Ao longo de séculos de existência, o capitalismo passou por algumas transformações, mas manteve, em essência, inabalável, a lógica que o caracteriza: o processo reprodutivo do capital, sob quaisquer circunstâncias. Se cometo alguma impropriedade aqui, peço desculpas ao senhor Karl Marx, que dedicou uma vida a estudar esse modo de produção. Essa lógica hoje implica entender que os indivíduos não consumidores podem ser perfeitamente descartados. Mas, até neste particular, essa lógica objetiva auferir algumas vantagens, ou seja, lucrar com esses descartes.O termo gore está associado a uma situação de extrema violência, ou seja, implica dizer que
o atual estágio de acumulação do capital traz, no seu bojo, algumas
características bem definidas, observadas em cidades que tem sido o
palco dessas barbáries, como é o caso da cidade de Tijuana, no México que
faz fronteira com os Estados Unidos, que ostenta taxas elevadíssimas de violência. Salvo melhor juízo, há uma serie da Netflix abordando a
violência nessa cidade Mexicana, onde os assassinatos são cometidos com
requintes de crueldade, daí o termo gore.
Convém registrar que esses
corpos inertes, meu caro Michel Foucault, traduzem, por assim dizer, uma identidade com a própria
dinâmica da economia nesses tempos de cólera, descrito pela autora
Sayang. O livro relata a experiência do estado mexicano com essa nova
modalidade de reprodução do capital, mas, como estamos num mundo globalizado, essa modalidade de capitalismo já começa a demonstrar seus
reflexos em cidades como o Rio de Janeiro, onde milícia, polícia, política e
Estado acabam se tornando a mesma coisa, com reflexos diretos sobre a
vida do cidadão comum. O mais grave é que a eliminação físicas de desafetos não ocorre apenas por suas teses - que contrariam os interesses desses grupos - mas pela tonalidade de sua pele, por sua opção sexual, por sua posição na pirâmide social. Custoso entender aqui que a militante Marielle Franco não morreu apenas por suas teses - que, de fato, incomodavam bastante - mas por ser mulher, negra, da favela e homossexual.

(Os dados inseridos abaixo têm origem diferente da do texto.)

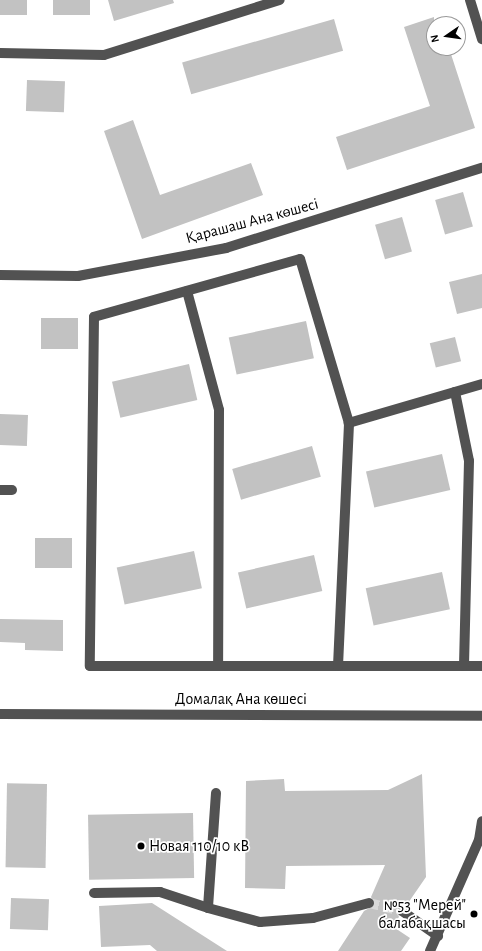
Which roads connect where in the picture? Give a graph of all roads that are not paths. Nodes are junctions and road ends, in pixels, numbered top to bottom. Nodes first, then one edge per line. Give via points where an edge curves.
1 (280, 0) edge
2 (470, 0) edge
3 (482, 39) edge
4 (0, 53) edge
5 (482, 168) edge
6 (0, 275) edge
7 (187, 291) junction
8 (482, 384) edge
9 (455, 392) junction
10 (349, 423) junction
11 (0, 490) edge
12 (12, 490) dead end
13 (218, 666) junction
14 (338, 666) junction
15 (464, 666) junction
16 (482, 666) edge
17 (0, 714) edge
18 (482, 716) edge
19 (482, 722) edge
20 (216, 793) dead end
21 (482, 822) edge
22 (94, 893) dead end
23 (369, 903) tunnel mouth
24 (208, 908) junction
25 (402, 911) tunnel mouth
26 (438, 936) junction
27 (430, 951) edge

1 - 4 street via 104,55
2 - 3 street
5 - 6 street, Қарашаш Ана көшесі via 226,248 78,276
7 - 10 street via 300,259
7 - 13 street via 219,410
7 - 13 street via 94,317 90,666
8 - 9 street
9 - 10 street
9 - 15 street via 469,461
10 - 14 street
11 - 12 street
13 - 14 street
14 - 15 street
15 - 16 street
17 - 18 street, Домалақ Ана көшесі
18 - 19 street
20 - 24 street
21 - 26 street via 479,840
22 - 24 street via 160,892
23 - 24 street via 313,918 260,922
25 - 26 street
26 - 27 street

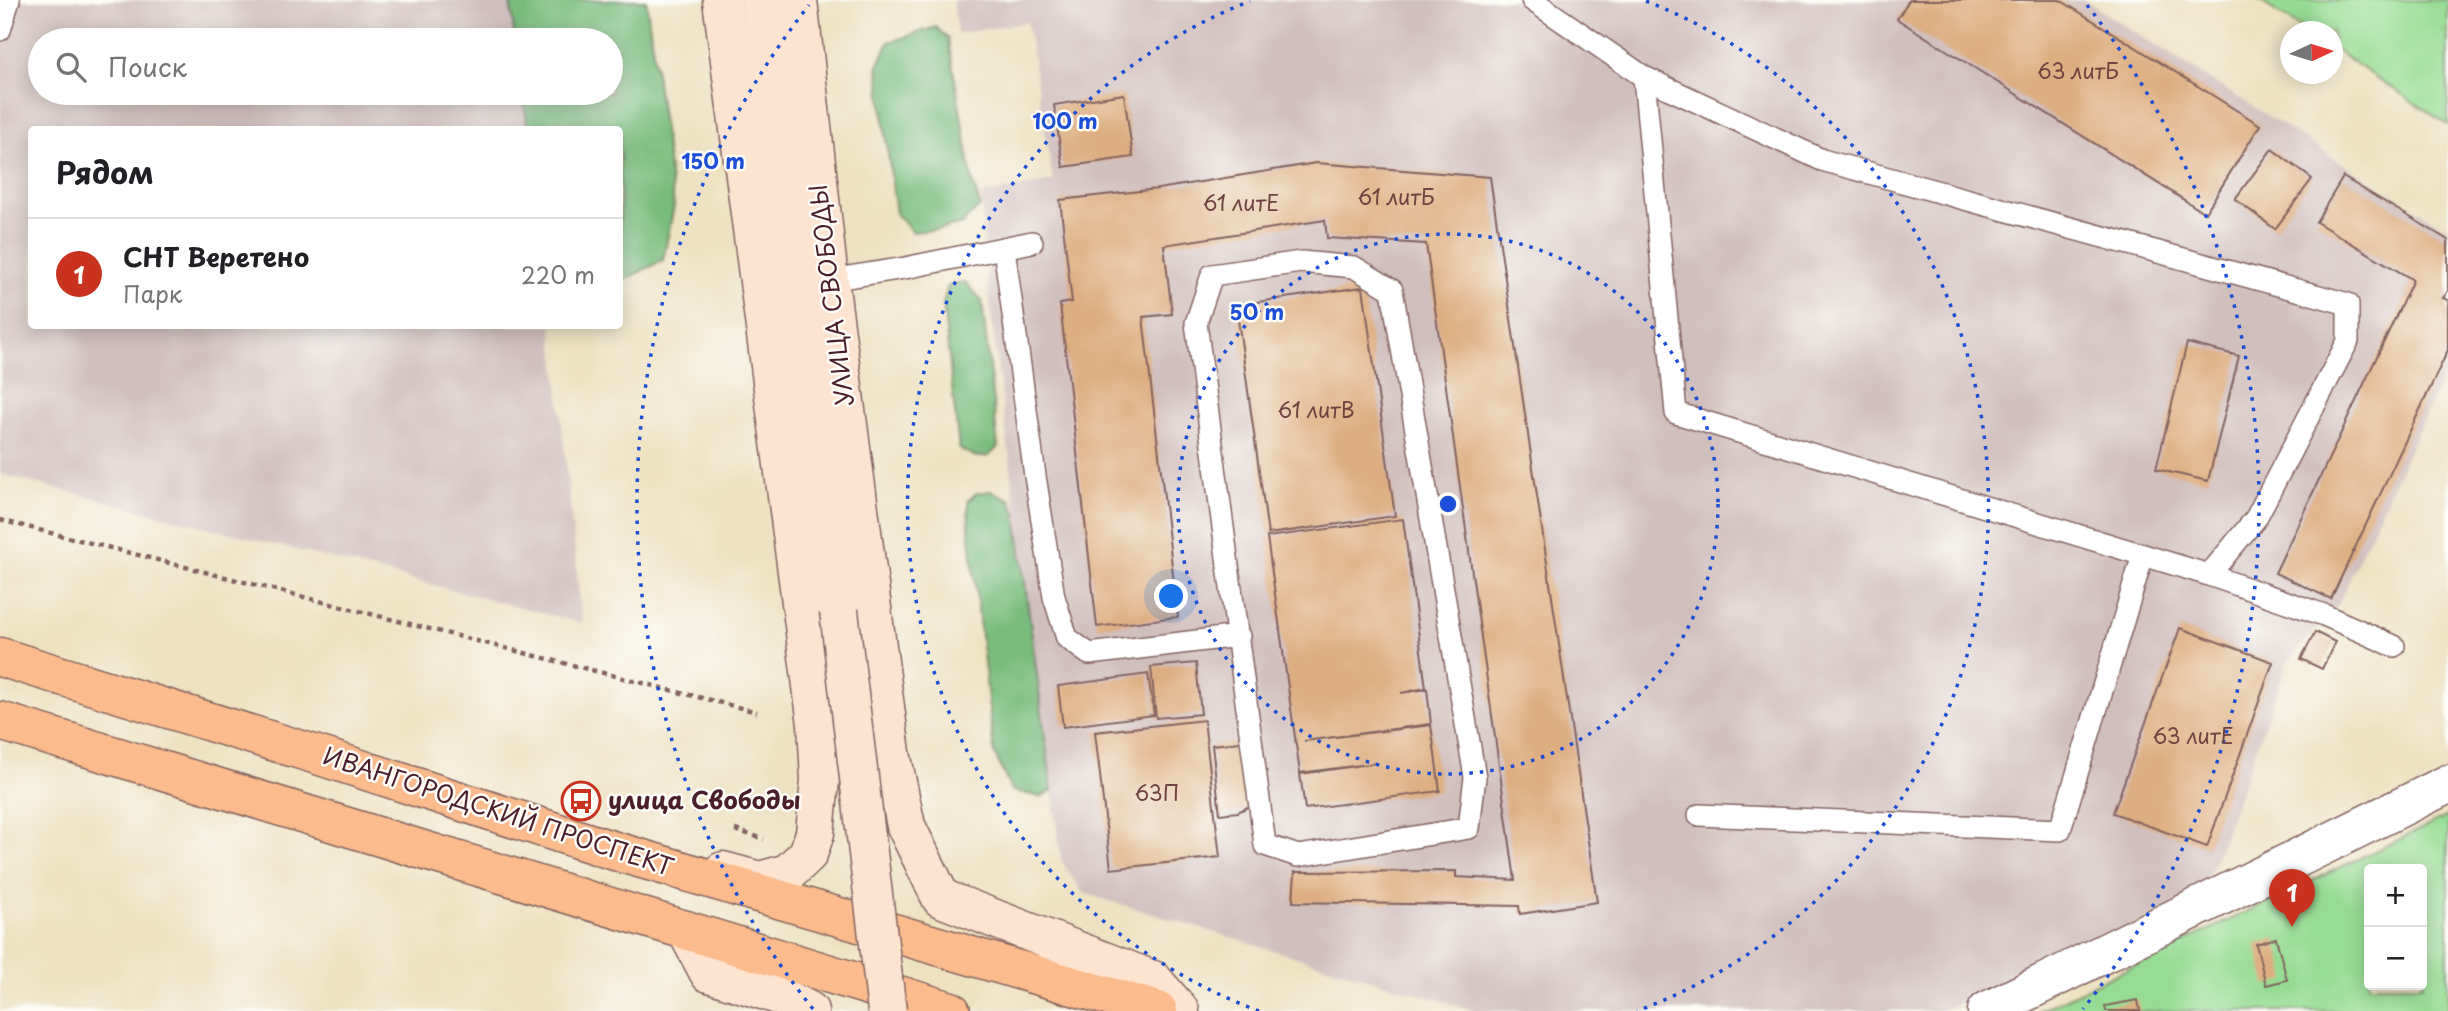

Outro dia li um artigo bastante interessante
sobre a origem das milícias no Rio de Janeiro. Contraditório observar
que o próprio poder público esteve diretamente ligado à formação desses
núcleos milicianos. As milícias surgiram na Zona Oeste, como simples
associações de moradores. Logo criariam tentáculos absurdos, impondo
suas diretrizes através de muita violência, o que inclui o assassinato de
desafetos. Saiu completamente do controle do poder público, com
negócios que vão desde transporte - ocupam o espaço onde a Uber não
entra -, extorsão de comerciantes, gás, energia elétrica, água, moradia
através da grilagem de terra, e, mais recentemente, a morte por
encomenda, assim como o trafico de drogas, o que as torna em
narcomilícias. Ainda mais grave, seus tentáculos penetraram no aparelho repressor do
Estado, assim como colocaram seus representantes no Executivo e no Legislativo, já que esses
contingentes habitacionais, onde essas milícias atuam, são responsáveis
pela eleição de parlamentares em todos os níveis. As teses levantadas
por Sayak Valência, assim como pelo pensador africano, Achille Mbembe, portanto,
se aplicam tanto à realidade do México quanto à realidade brasileira,
com seus componentes já observados em Estados como o Rio de Janeiro.